Acres: The total number of acres for the whole lot in which the property is situated.
Obviously, the data is not tidy enough to be plotted…so now comes the cleaning:

library(dplyr)
library(stringr) 

comp_df -> comp 

#remove Prefix from titles
comp[,1] %>% str_replace_all(pattern = "Home For Sale - ", replacement = "") -> titles
comp[,1] = titles 

#remove dollar signs and commas
comp[,2] %>%
  str_replace_all(pattern = "\\$", replacement = "") %>%
  str_replace_all(pattern = ",", replacement = "") %>%
  as.integer() -> new_prices 

comp[,2] = new_prices 

#remove characters and convert to factor
comp[,3] %>%
  str_replace_all(pattern = "beds", replacement = "") %>%
  str_replace_all(pattern = "bed", replacement = "") %>%
  as.factor() -> beds 

comp[,3] = beds 

comp[,4] %>%
  str_replace_all(pattern = "fullbaths", replacement = "FULL") %>%
  str_replace_all(pattern = "fullbath", replacement = "FULL") %>%
  str_replace_all(pattern = "full", replacement = "FULL") %>%
  str_replace_all(pattern = "halfbaths", replacement = "HALF") %>%
  str_replace_all(pattern = "halfbath", replacement = "HALF") %>%
  str_replace_all(pattern = ",", replacement = " - ") %>%
  str_replace_all(pattern = "baths", replacement = "FULL") %>%
  str_replace_all(pattern = "bath", replacement = "FULL") %>%
  as.character() -> baths 

comp[,4] = baths 

#square feet
comp[,5] %>%
  str_replace_all(pattern = ",", replacement = "") %>%
  str_replace_all(pattern = " sq ft", replacement = "") %>%
  as.integer() -> sq_ft 

comp[,5] = sq_ft 

#acres
comp[,6] %>%
  str_replace_all(pattern = " acres lot", replacement = "") %>%
  as.numeric() -> acres_lot 

comp[,6] = acres_lot 

#split full and half baths
comp$full_baths = NA
comp$half_baths = NA 

for(i in 1:nrow(comp)){ 

  if(grepl(" - ", as.character(comp[i,4]))){ 

    regexpr(" - ", as.character(comp[i,4]))[[1]][1] -> start 

    substr(comp[i,4], start+3, nchar(as.character(comp[i,4]))) -> half_b
    substr(comp[i,4], 0, start - 1) -> full_b 

    comp$half_baths[i] = half_b 

    comp$full_baths[i] = full_b 

  }else{  

    comp$full_baths[i] = comp[i,4] 

    }
} 

#split title into zip code, location, and street address
comp$zip = NA
comp$location = NA
comp$strt_address = NA 

for(i in 1:nrow(comp)){ 

  substr(comp[i,1], nchar(comp[i,1]) - 4, nchar(comp[i,1])) %>%
    as.integer() -> comp$zip[i] 

  gregexpr(" - ", as.character(comp[i,1]))[[1]][1][1] -> start
  gregexpr(" - ", as.character(comp[i,1]))[[1]][2] -> end 

  substr(comp[i,1], start + 3, end - 1) -> Location 

  comp$location[i] = Location 

  substr(comp[i,1], 0, start - 1) -> street 

  comp$strt_address[i] = street 

} 

select(comp, location, strt_address, zip, bed, full_baths, half_baths, sq_ft, prices) -> Final_Complete 

write.csv(Final_Complete, "Final_Complete_NEW.csv", row.names = FALSE) 

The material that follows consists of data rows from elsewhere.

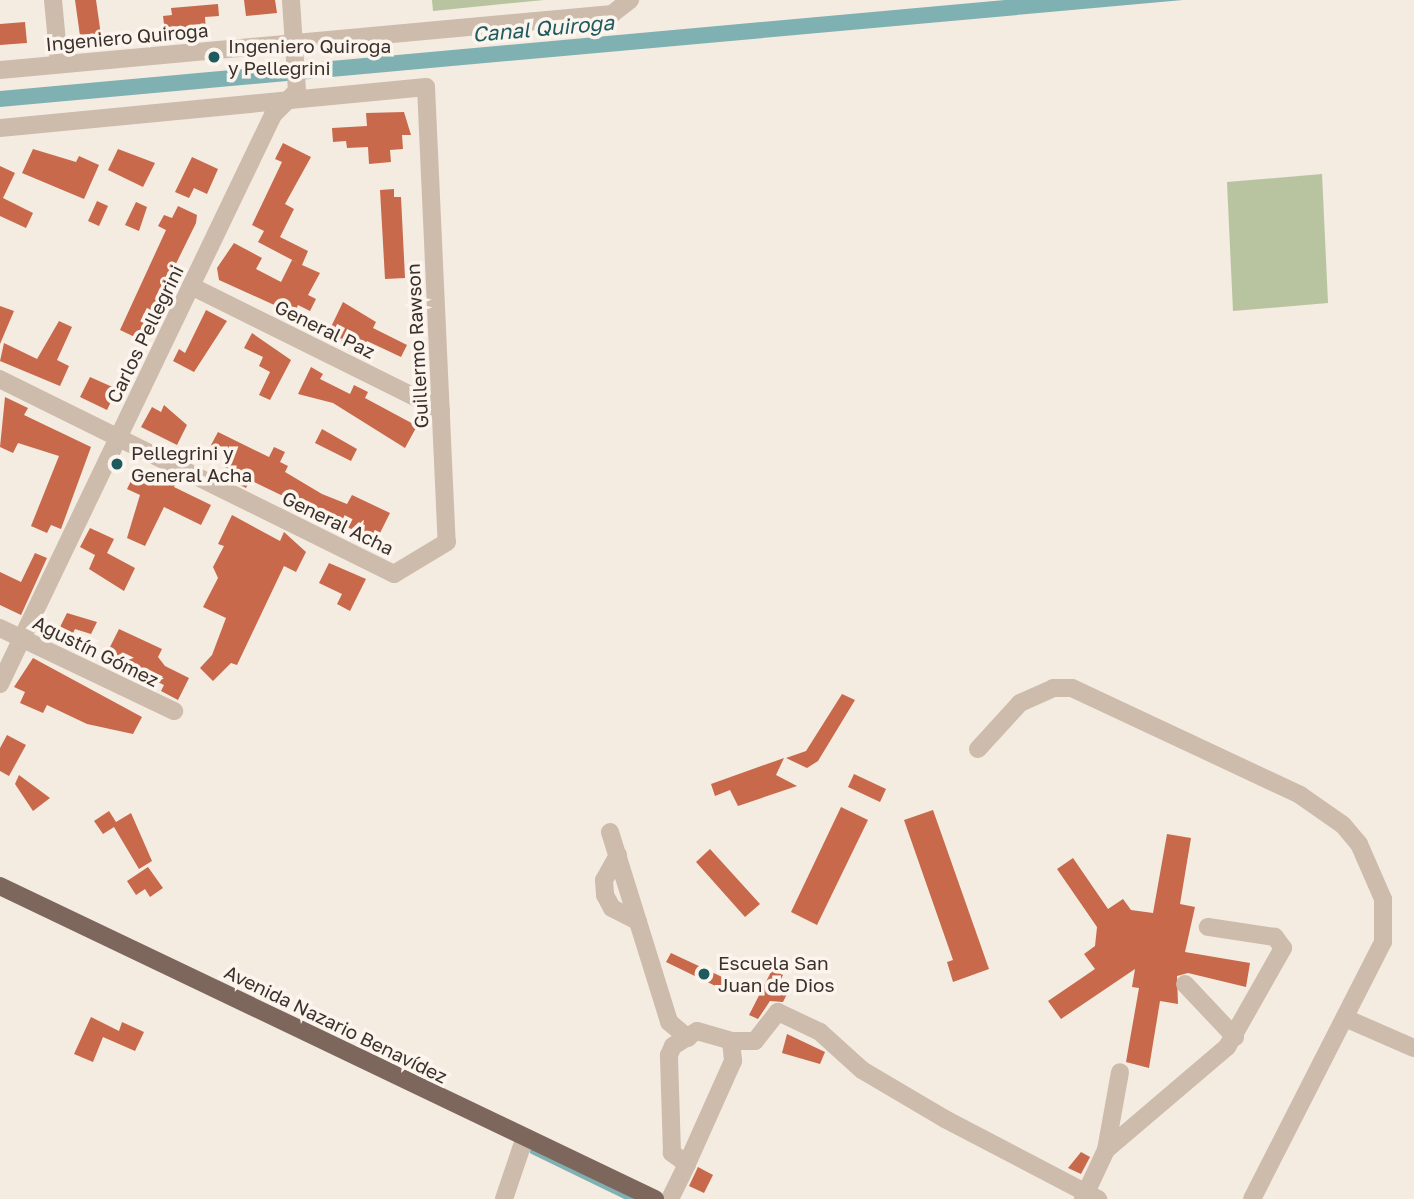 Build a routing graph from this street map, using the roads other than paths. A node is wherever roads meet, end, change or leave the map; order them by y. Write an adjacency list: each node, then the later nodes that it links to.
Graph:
1 (53, 0): 5 (street)
2 (291, 0): 4 (street, Carlos Pellegrini)
3 (630, 0): 4 (street, Ingeniero Quiroga)
4 (295, 43): 5 (street, Ingeniero Quiroga); 7 (street, Carlos Pellegrini)
5 (59, 64): 6 (street, Ingeniero Quiroga)
6 (0, 69)
7 (288, 100): 8 (street); 9 (street, Carlos Pellegrini); 11 (street, Guillermo Rawson)
8 (0, 128)
9 (191, 286): 11 (street, General Paz); 12 (street, Carlos Pellegrini)
10 (0, 379): 12 (street, General Acha)
11 (441, 410): 13 (street, Guillermo Rawson)
12 (118, 438): 13 (street, General Acha); 15 (street, Carlos Pellegrini)
13 (394, 574)
14 (0, 628): 15 (street, Agustín Gómez)
15 (22, 639): 16 (street, Carlos Pellegrini); 17 (street, Agustín Gómez)
16 (0, 684)
17 (174, 711)
18 (978, 749): 25 (street)
19 (610, 832): 20 (street)
20 (618, 855): 22 (street); 22 (street)
21 (0, 886): 31 (main road, Avenida Nazario Benavídez)
22 (638, 921): 27 (street)
23 (1208, 927): 26 (street)
24 (1185, 984): 26 (street)
25 (1345, 1018): 29 (street); 38 (street)
26 (1235, 1037): 32 (street)
27 (688, 1038): 28 (street); 33 (street)
28 (731, 1041): 33 (street); 34 (street)
29 (1414, 1048)
30 (1120, 1072): 32 (street)
31 (525, 1137): 35 (street); 36 (main road, Avenida Nazario Benavídez)
32 (1106, 1150): 34 (street)
33 (687, 1164): 37 (street)
34 (1089, 1197)
35 (504, 1199)
36 (655, 1199)
37 (670, 1199)
38 (1252, 1199)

#______________________________________________________________________________________ 

unique(Final_Complete[, "zip"]) %>% write.csv(file = "uniqe_zip.txt", row.names = FALSE) 

read.csv("Zip_Coords.txt", sep = ",") -> zip_coords 

#______________________________________________________________________________________ 

Final_Complete$long = NA
Final_Complete$lat = NA 

zip_coords$name %>%
  str_replace_all(pattern = ", United States", replacement = "") -> zip_coords$name 

#______________________________________________________________________________________ 

for(i in 1:nrow(Final_Complete)){ 

  for(j in 1:nrow(zip_coords)){ 

    if(as.character(zip_coords$name[j] == as.character(Final_Complete$zip[i]))){  

      Final_Complete$long[i] = zip_coords$longitude[j]
      Final_Complete$lat[i] = zip_coords$latitude[j]
      break 

      } 

  } 

} 

write.csv(Final_Complete, "Final_Complete_NEW.csv", row.names = FALSE)

First, I split the title post into three separate columns: the location, the street address, and the zip code. For the prices, I removed the dollar sign and the comma separating the thousands and converted it to an integer. For the bed column, I removed the string character and only left the numbers. Finally, I split the bath column into two columns: one for the number of full baths, and the second for the number of half baths.

I also would have liked coordinate data to have been available for each property, but I couldn’t find it in the site’s html source code. I did notice, however, that I have the zip codes for each post. So after a bit of googling, I came across a site called GPS Visualizer which basically converts any address in to longitude/latitude coordinate data. What’s more, it allows you to do this for a group of zip codes, provided that you supply your API key for whatever source that you choose.
After having exported the unique zip codes in my cleaned dataframe, I then pasted the information in to the site and got my coordinate data. I then loaded this coordinate data into R as a CSV file, and then combined it with my cleaned df. I then added another column in the data frame named long and lat, for longitude and latitude; respectively.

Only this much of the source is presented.